[PATCH 3/3] writeback: specify writeback period and expire interval per memcg

[Date Prev][Date Next][Thread Prev][Thread Next][Date Index][Thread Index]

 



dirty_writeback_interval: dirty wakeup period
dirty_expire_interval: expire period

This patch provides per memcg setttings for writeback interval.

Dirty writeback could be triggered in the below ways:
  - mark_inode_dirty: when the first time of dirtying pages for this inode,
		it tries to wakeup the callback hook wb_workfn in
		wakeup period later.
  - wb_workfn: if there're more writeback works to do, it would wakeup the
		callback hook wb_workfn in another wakeup period later.
  - external event: kswad found dirty pages piled up at the end of inactive
		list or desktop mode timer.
  - buffered write context: balance_dirty_pages tries to wake up background
		writeback once dirty pages above freerun level of pages.
  - sync context: sync(fs sync) writeback immediately

No matter how writeback is triggered, wb_workfn is the unique callback hook
to manipulate the flushing things.
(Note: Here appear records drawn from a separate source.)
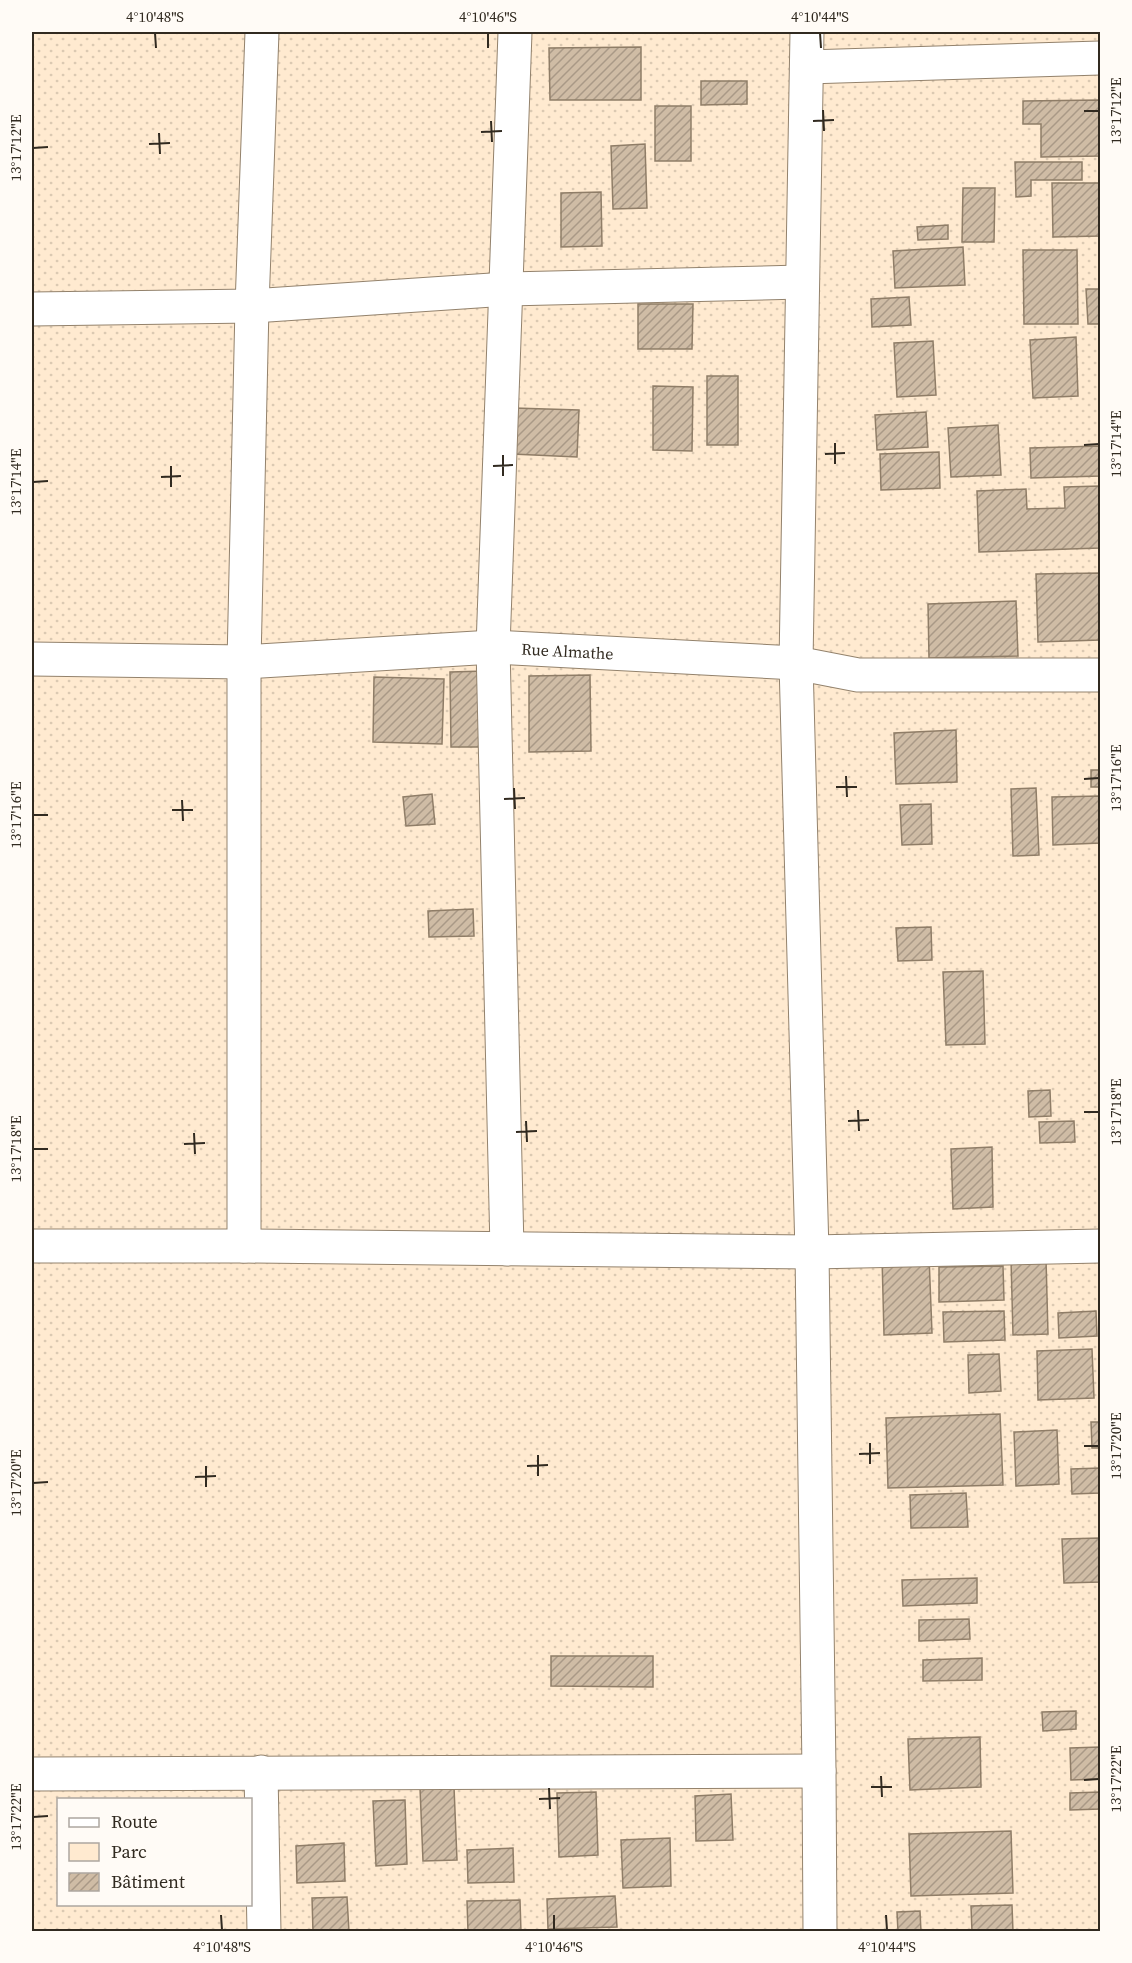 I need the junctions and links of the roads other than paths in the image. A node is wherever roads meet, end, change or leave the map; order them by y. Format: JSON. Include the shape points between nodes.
{"nodes":[{"id":1,"x":262,"y":32,"type":"edge"},
{"id":2,"x":515,"y":32,"type":"edge"},
{"id":3,"x":807,"y":32,"type":"edge"},
{"id":4,"x":1101,"y":58,"type":"edge"},
{"id":5,"x":807,"y":67,"type":"junction"},
{"id":6,"x":801,"y":282,"type":"junction"},
{"id":7,"x":507,"y":290,"type":"junction"},
{"id":8,"x":252,"y":306,"type":"junction"},
{"id":9,"x":32,"y":309,"type":"edge"},
{"id":10,"x":494,"y":647,"type":"junction"},
{"id":11,"x":32,"y":659,"type":"edge"},
{"id":12,"x":244,"y":662,"type":"junction"},
{"id":13,"x":796,"y":663,"type":"junction"},
{"id":14,"x":1101,"y":675,"type":"edge"},
{"id":15,"x":32,"y":1246,"type":"edge"},
{"id":16,"x":244,"y":1246,"type":"junction"},
{"id":17,"x":1101,"y":1246,"type":"edge"},
{"id":18,"x":507,"y":1250,"type":"junction"},
{"id":19,"x":812,"y":1252,"type":"junction"},
{"id":20,"x":819,"y":1771,"type":"junction"},
{"id":21,"x":261,"y":1772,"type":"junction"},
{"id":22,"x":32,"y":1774,"type":"edge"},
{"id":23,"x":264,"y":1932,"type":"edge"},
{"id":24,"x":819,"y":1932,"type":"edge"}],
"edges":[{"from":1,"to":8,"type":"street"},
{"from":2,"to":7,"type":"street"},
{"from":3,"to":5,"type":"street"},
{"from":4,"to":5,"type":"street"},
{"from":5,"to":6,"type":"street"},
{"from":6,"to":7,"type":"street"},
{"from":6,"to":13,"type":"street"},
{"from":7,"to":8,"type":"street"},
{"from":7,"to":10,"type":"street"},
{"from":8,"to":9,"type":"street"},
{"from":8,"to":12,"type":"street"},
{"from":10,"to":12,"type":"street","name":"Rue Almathe"},
{"from":10,"to":13,"type":"street","name":"Rue Almathe"},
{"from":10,"to":18,"type":"street"},
{"from":11,"to":12,"type":"street","name":"Rue Almathe"},
{"from":12,"to":16,"type":"street"},
{"from":13,"to":14,"type":"street","name":"Rue Almathe","via":[[858,675]]},
{"from":13,"to":19,"type":"street"},
{"from":15,"to":16,"type":"street"},
{"from":16,"to":18,"type":"street"},
{"from":17,"to":19,"type":"street"},
{"from":18,"to":19,"type":"street"},
{"from":19,"to":20,"type":"street"},
{"from":20,"to":21,"type":"street"},
{"from":20,"to":24,"type":"street"},
{"from":21,"to":22,"type":"street"},
{"from":21,"to":23,"type":"street"}]}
Actually, wb_check_old_data_flush
handles the period writeback and decides the scope of dirty pages which
have to be written back because they were too old.

Signed-off-by: Xie Yongmei <yongmeixie@xxxxxxxxxxx>
---
 fs/fs-writeback.c          |  11 ++--
 include/linux/memcontrol.h |  16 ++++++
 mm/backing-dev.c           |   4 +-
 mm/memcontrol.c            | 114 +++++++++++++++++++++++++++++++++++++
 4 files changed, 140 insertions(+), 5 deletions(-)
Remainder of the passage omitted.